Liseyi bitirene kadar kırsalda büyüyen çocuklar daha sağlıklı beslenirler. Sütünü, yumurtasını ve sebze meyvesini yerken içeriğinde pek çok zararlı katkı bulunan paketlenmiş gıdalardan uzak, temiz havada güzel bir yaşam sürebilirler. Eğer olumsuz bir durumdan bahsetmek gerekirse ufak yerleşim yerlerinde dedikodu, çekememezlik nedeniyle birtakım huzur bozucu olaylar yaşanabilir. Bunun yanı sıra, herkes birbirini iyi tanıma imkânına sahip olduğu için kırsal bölgeler, görece daha güvenli olarak değerlendirilebilir.
Kırsalda geçim daha kolaydır.
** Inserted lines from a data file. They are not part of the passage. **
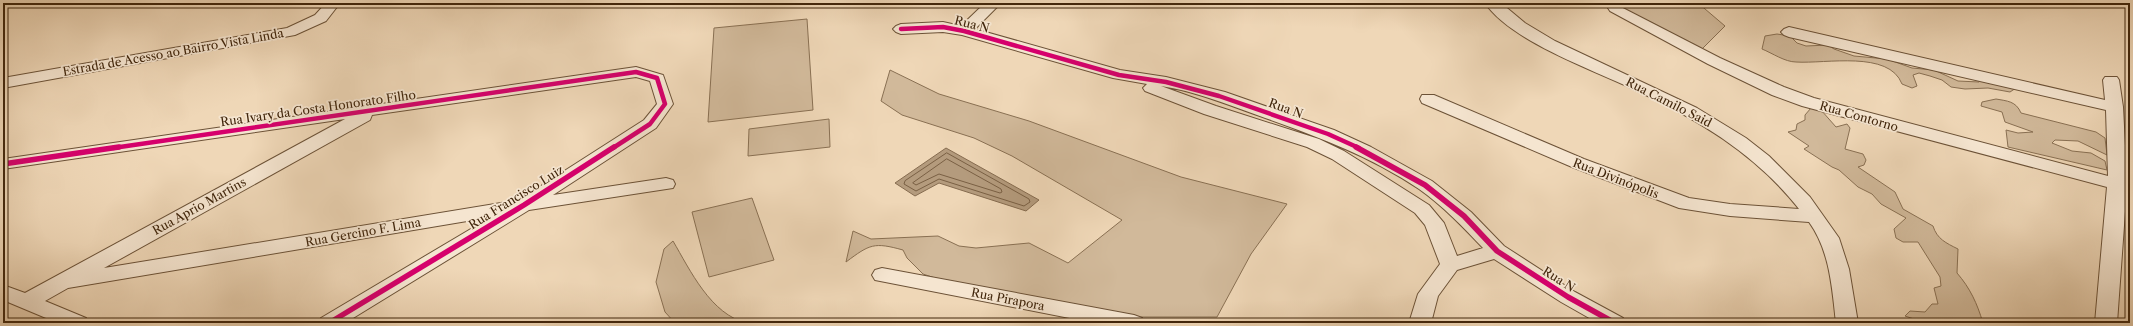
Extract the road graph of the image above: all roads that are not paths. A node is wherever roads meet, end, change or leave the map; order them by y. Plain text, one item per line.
1 (333, 3) edge
2 (994, 3) edge
3 (1492, 3) edge
4 (1614, 8) dead end
5 (901, 29) dead end
6 (964, 31) junction
7 (1789, 32) dead end
8 (636, 72) joint
9 (2111, 80) dead end
10 (3, 83) edge
11 (1428, 99) dead end
12 (2115, 106) junction
13 (373, 110) junction
14 (1296, 129) junction
15 (3, 164) edge
16 (666, 184) dead end
17 (2118, 184) junction
18 (524, 205) junction
19 (1464, 216) junction
20 (1815, 216) junction
21 (1434, 223) junction
22 (1497, 251) junction
23 (1450, 265) junction
24 (882, 275) dead end
25 (61, 282) junction
26 (3, 292) edge
27 (26, 302) junction
28 (78, 323) edge
29 (329, 323) edge
30 (1134, 323) edge
31 (1420, 323) edge
32 (1615, 323) edge
33 (1847, 323) edge
34 (2106, 323) edge

1 - 10 street, Estrada de Acesso ao Bairro Vista Linda
2 - 6 street
3 - 20 street, Rua Camilo Said
4 - 17 street, Rua Contorno
5 - 6 street, Rua N
6 - 14 street, Rua N
7 - 12 street
8 - 13 street, Rua Ivary da Costa Honorato Filho
8 - 18 street, Rua Francisco Luiz
9 - 12 street
11 - 20 street, Rua Divinópolis
12 - 17 street
13 - 15 street, Rua Ivary da Costa Honorato Filho
13 - 25 street, Rua Aprio Martins
14 - 19 street, Rua N
14 - 21 street, Rua N
16 - 18 street, Rua Gercino F. Lima
17 - 34 street
18 - 25 street, Rua Gercino F. Lima
18 - 29 street, Rua Francisco Luiz
19 - 21 street
19 - 22 street, Rua N
20 - 33 street, Rua Camilo Said
21 - 23 street, Rua N
22 - 23 street
22 - 32 street, Rua N
23 - 31 street
24 - 30 street, Rua Pirapora
25 - 27 street, Rua Aprio Martins
26 - 27 street
27 - 28 street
Büyük şehirlerde kreş, beslenme, ulaşım vs. giderleri düşününce çocuk büyütmenin maliyeti oldukça yüksektir. Köy enstitülerine benzer kurumlarla eğitim ve sanat kırsal bölgelere indirilmeli, böylelikle köyde yaşayanlar cehaletten kurtulmalıdır. Günümüzde kırsal bölgelerde gerek eğitim gerekse ekonomik bakımdan geri kalmışlığın önemli bir nedeni de taşımalı eğitim sistemiyle köy okullarının kapatılarak çocukların dolayısıyla ülke geleceğinin siyaset güdümlü yobaz imamların eline verilmesidir. Eğer kırsal kesimde gerekli reformlar yapılarak kaliteli eğitim ve sağlık hizmetlerine ulaşımın çözülebilirse üniversite seviyesine kadar çocukların kırsal bölgelerde büyümesinin daha iyi olacağını düşünüyorum.